[Description of the task]: From the records below, find each line with the string "Pine" and copy it.

[Records for processing]:
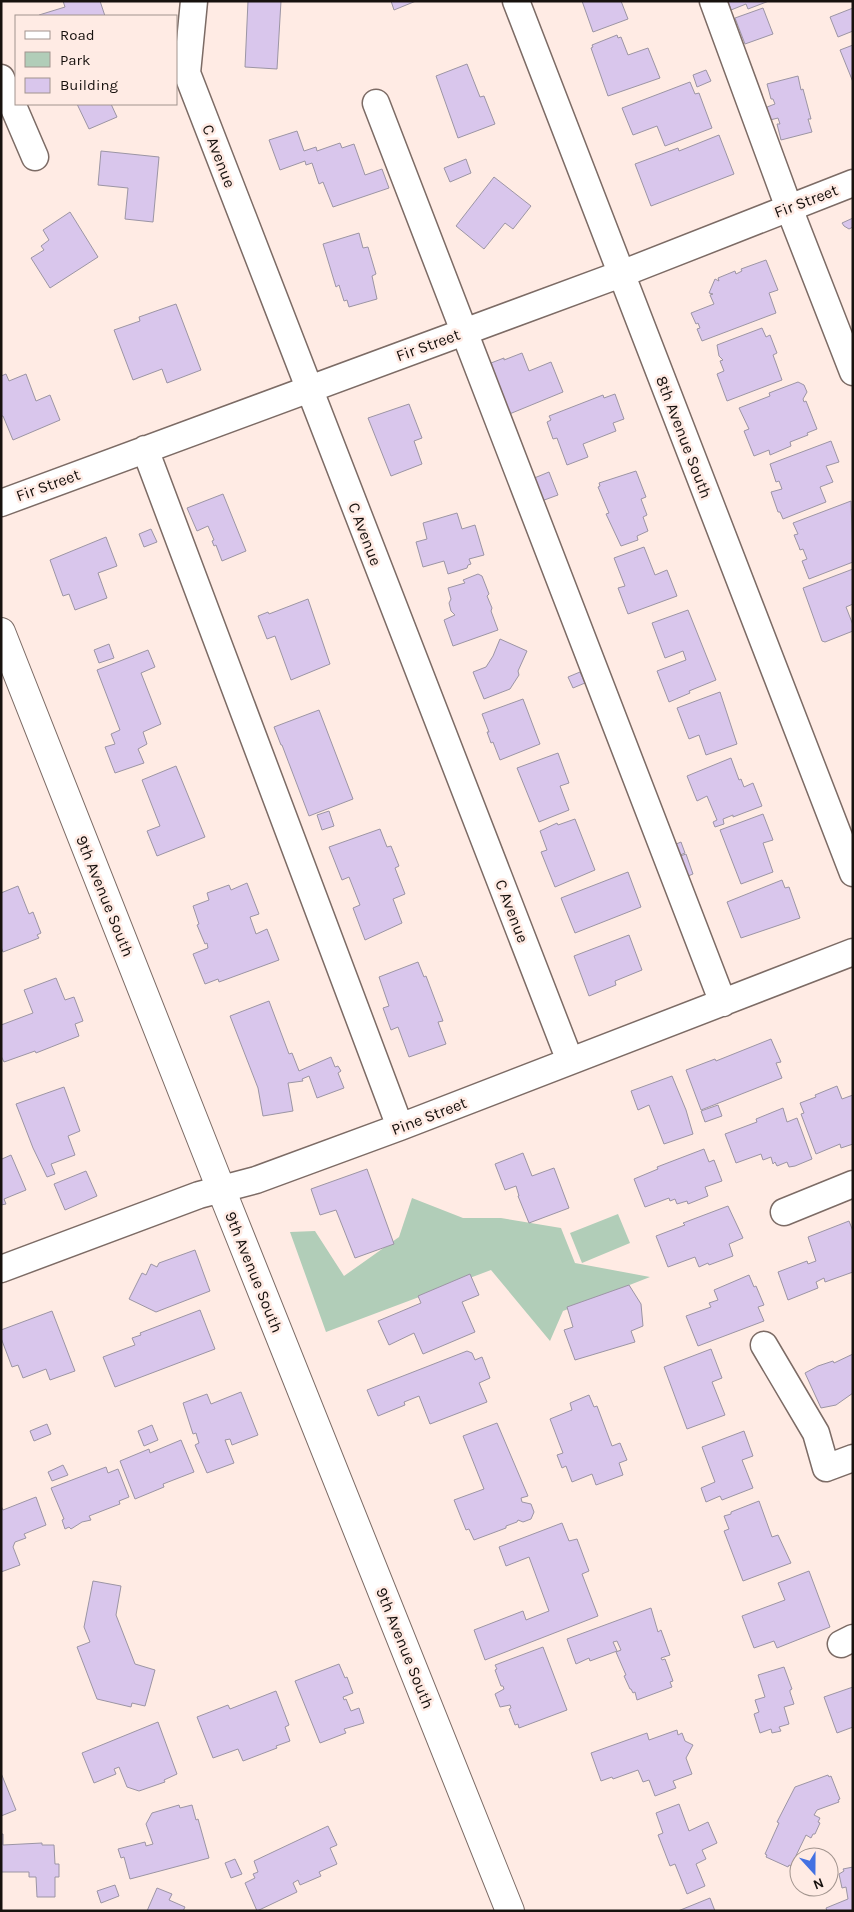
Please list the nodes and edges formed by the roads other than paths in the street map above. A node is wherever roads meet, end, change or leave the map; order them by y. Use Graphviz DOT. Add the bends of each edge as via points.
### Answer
graph roads {
  1 [pos="194,1"];
  2 [pos="516,1"];
  3 [pos="713,1"];
  4 [pos="1,78"];
  5 [pos="376,103"];
  6 [pos="35,157"];
  7 [pos="853,183"];
  8 [pos="789,208"];
  9 [pos="621,274"];
  10 [pos="465,331"];
  11 [pos="853,372"];
  12 [pos="308,389"];
  13 [pos="145,449"];
  14 [pos="1,503"];
  15 [pos="1,632"];
  16 [pos="853,873"];
  17 [pos="853,952"];
  18 [pos="723,1003"];
  19 [pos="570,1061"];
  20 [pos="400,1127"];
  21 [pos="853,1184"];
  22 [pos="221,1189"];
  23 [pos="784,1212"];
  24 [pos="1,1269"];
  25 [pos="764,1345"];
  26 [pos="853,1458"];
  27 [pos="510,1911"];
  1 -- 12 [label="street, C Avenue" via="187,73"];
  2 -- 9 [label="street, 8th Avenue South"];
  3 -- 8 [label="street"];
  4 -- 6 [label="street"];
  5 -- 10 [label="street"];
  7 -- 8 [label="street, Fir Street"];
  8 -- 9 [label="street, Fir Street"];
  8 -- 11 [label="street"];
  9 -- 10 [label="street, Fir Street"];
  9 -- 16 [label="street, 8th Avenue South"];
  10 -- 12 [label="street, Fir Street"];
  10 -- 18 [label="street"];
  12 -- 13 [label="street, Fir Street"];
  12 -- 19 [label="street, C Avenue"];
  13 -- 14 [label="street, Fir Street"];
  13 -- 20 [label="street"];
  15 -- 22 [label="main road, 9th Avenue South"];
  17 -- 18 [label="street, Pine Street"];
  18 -- 19 [label="street, Pine Street"];
  19 -- 20 [label="street, Pine Street"];
  20 -- 22 [label="street, Pine Street" via="256,1180"];
  21 -- 23 [label="street"];
  22 -- 24 [label="street, Pine Street"];
  22 -- 27 [label="main road, 9th Avenue South"];
  25 -- 26 [label="street" via="816,1433 826,1468"];
}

[Exercise solution]:
  17 -- 18 [label="street, Pine Street"];
  18 -- 19 [label="street, Pine Street"];
  19 -- 20 [label="street, Pine Street"];
  20 -- 22 [label="street, Pine Street" via="256,1180"];
  22 -- 24 [label="street, Pine Street"];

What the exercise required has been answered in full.